[Collected data entries]
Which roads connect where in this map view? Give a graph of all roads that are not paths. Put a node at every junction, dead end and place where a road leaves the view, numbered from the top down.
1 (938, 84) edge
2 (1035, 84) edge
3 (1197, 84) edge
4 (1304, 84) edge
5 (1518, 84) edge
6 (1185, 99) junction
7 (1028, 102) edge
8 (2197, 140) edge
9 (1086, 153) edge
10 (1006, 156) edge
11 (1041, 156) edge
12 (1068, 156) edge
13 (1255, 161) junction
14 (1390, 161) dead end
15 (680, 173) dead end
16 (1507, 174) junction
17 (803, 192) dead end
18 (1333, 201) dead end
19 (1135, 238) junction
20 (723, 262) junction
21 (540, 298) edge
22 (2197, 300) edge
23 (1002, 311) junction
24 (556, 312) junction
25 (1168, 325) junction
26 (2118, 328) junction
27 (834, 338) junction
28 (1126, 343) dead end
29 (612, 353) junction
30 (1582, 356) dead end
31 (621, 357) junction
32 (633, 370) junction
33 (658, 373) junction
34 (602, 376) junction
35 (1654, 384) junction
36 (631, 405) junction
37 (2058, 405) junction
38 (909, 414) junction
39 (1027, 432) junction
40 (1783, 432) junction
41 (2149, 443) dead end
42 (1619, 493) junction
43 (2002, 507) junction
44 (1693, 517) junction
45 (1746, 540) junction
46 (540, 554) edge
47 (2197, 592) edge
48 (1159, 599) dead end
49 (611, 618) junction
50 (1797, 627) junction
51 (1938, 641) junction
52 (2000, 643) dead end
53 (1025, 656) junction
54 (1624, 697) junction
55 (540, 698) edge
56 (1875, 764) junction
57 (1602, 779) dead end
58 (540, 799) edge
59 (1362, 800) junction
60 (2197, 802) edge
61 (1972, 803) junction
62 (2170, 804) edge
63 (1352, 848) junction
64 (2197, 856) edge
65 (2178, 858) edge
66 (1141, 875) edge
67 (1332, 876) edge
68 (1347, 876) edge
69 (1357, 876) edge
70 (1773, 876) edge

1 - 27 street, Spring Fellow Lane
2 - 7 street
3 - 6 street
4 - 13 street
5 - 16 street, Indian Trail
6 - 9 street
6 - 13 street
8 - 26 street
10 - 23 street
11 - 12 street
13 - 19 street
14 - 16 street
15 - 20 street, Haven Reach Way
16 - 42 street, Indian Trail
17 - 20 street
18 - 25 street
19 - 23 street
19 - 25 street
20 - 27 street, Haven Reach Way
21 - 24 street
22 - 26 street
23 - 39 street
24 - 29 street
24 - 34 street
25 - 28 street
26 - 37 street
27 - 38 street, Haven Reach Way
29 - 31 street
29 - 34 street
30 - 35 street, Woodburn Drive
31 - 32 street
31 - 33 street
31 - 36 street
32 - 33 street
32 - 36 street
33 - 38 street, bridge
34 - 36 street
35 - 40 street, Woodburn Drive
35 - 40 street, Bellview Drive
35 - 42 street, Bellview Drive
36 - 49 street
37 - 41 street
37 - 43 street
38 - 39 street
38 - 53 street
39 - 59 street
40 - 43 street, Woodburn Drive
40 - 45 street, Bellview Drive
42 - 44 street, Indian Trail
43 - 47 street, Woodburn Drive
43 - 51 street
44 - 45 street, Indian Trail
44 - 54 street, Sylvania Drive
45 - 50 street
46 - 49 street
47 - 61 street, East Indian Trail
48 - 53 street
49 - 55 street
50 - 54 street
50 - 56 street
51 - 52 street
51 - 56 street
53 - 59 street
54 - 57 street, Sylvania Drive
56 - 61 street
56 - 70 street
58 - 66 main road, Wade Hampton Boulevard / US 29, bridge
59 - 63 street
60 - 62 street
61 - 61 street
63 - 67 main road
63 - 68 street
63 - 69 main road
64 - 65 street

### Instructions for the task:
Take each record above and return it verbatim.

### Output for this exercise:
Which roads connect where in this map view? Give a graph of all roads that are not paths. Put a node at every junction, dead end and place where a road leaves the view, numbered from the top down.
1 (938, 84) edge
2 (1035, 84) edge
3 (1197, 84) edge
4 (1304, 84) edge
5 (1518, 84) edge
6 (1185, 99) junction
7 (1028, 102) edge
8 (2197, 140) edge
9 (1086, 153) edge
10 (1006, 156) edge
11 (1041, 156) edge
12 (1068, 156) edge
13 (1255, 161) junction
14 (1390, 161) dead end
15 (680, 173) dead end
16 (1507, 174) junction
17 (803, 192) dead end
18 (1333, 201) dead end
19 (1135, 238) junction
20 (723, 262) junction
21 (540, 298) edge
22 (2197, 300) edge
23 (1002, 311) junction
24 (556, 312) junction
25 (1168, 325) junction
26 (2118, 328) junction
27 (834, 338) junction
28 (1126, 343) dead end
29 (612, 353) junction
30 (1582, 356) dead end
31 (621, 357) junction
32 (633, 370) junction
33 (658, 373) junction
34 (602, 376) junction
35 (1654, 384) junction
36 (631, 405) junction
37 (2058, 405) junction
38 (909, 414) junction
39 (1027, 432) junction
40 (1783, 432) junction
41 (2149, 443) dead end
42 (1619, 493) junction
43 (2002, 507) junction
44 (1693, 517) junction
45 (1746, 540) junction
46 (540, 554) edge
47 (2197, 592) edge
48 (1159, 599) dead end
49 (611, 618) junction
50 (1797, 627) junction
51 (1938, 641) junction
52 (2000, 643) dead end
53 (1025, 656) junction
54 (1624, 697) junction
55 (540, 698) edge
56 (1875, 764) junction
57 (1602, 779) dead end
58 (540, 799) edge
59 (1362, 800) junction
60 (2197, 802) edge
61 (1972, 803) junction
62 (2170, 804) edge
63 (1352, 848) junction
64 (2197, 856) edge
65 (2178, 858) edge
66 (1141, 875) edge
67 (1332, 876) edge
68 (1347, 876) edge
69 (1357, 876) edge
70 (1773, 876) edge

1 - 27 street, Spring Fellow Lane
2 - 7 street
3 - 6 street
4 - 13 street
5 - 16 street, Indian Trail
6 - 9 street
6 - 13 street
8 - 26 street
10 - 23 street
11 - 12 street
13 - 19 street
14 - 16 street
15 - 20 street, Haven Reach Way
16 - 42 street, Indian Trail
17 - 20 street
18 - 25 street
19 - 23 street
19 - 25 street
20 - 27 street, Haven Reach Way
21 - 24 street
22 - 26 street
23 - 39 street
24 - 29 street
24 - 34 street
25 - 28 street
26 - 37 street
27 - 38 street, Haven Reach Way
29 - 31 street
29 - 34 street
30 - 35 street, Woodburn Drive
31 - 32 street
31 - 33 street
31 - 36 street
32 - 33 street
32 - 36 street
33 - 38 street, bridge
34 - 36 street
35 - 40 street, Woodburn Drive
35 - 40 street, Bellview Drive
35 - 42 street, Bellview Drive
36 - 49 street
37 - 41 street
37 - 43 street
38 - 39 street
38 - 53 street
39 - 59 street
40 - 43 street, Woodburn Drive
40 - 45 street, Bellview Drive
42 - 44 street, Indian Trail
43 - 47 street, Woodburn Drive
43 - 51 street
44 - 45 street, Indian Trail
44 - 54 street, Sylvania Drive
45 - 50 street
46 - 49 street
47 - 61 street, East Indian Trail
48 - 53 street
49 - 55 street
50 - 54 street
50 - 56 street
51 - 52 street
51 - 56 street
53 - 59 street
54 - 57 street, Sylvania Drive
56 - 61 street
56 - 70 street
58 - 66 main road, Wade Hampton Boulevard / US 29, bridge
59 - 63 street
60 - 62 street
61 - 61 street
63 - 67 main road
63 - 68 street
63 - 69 main road
64 - 65 street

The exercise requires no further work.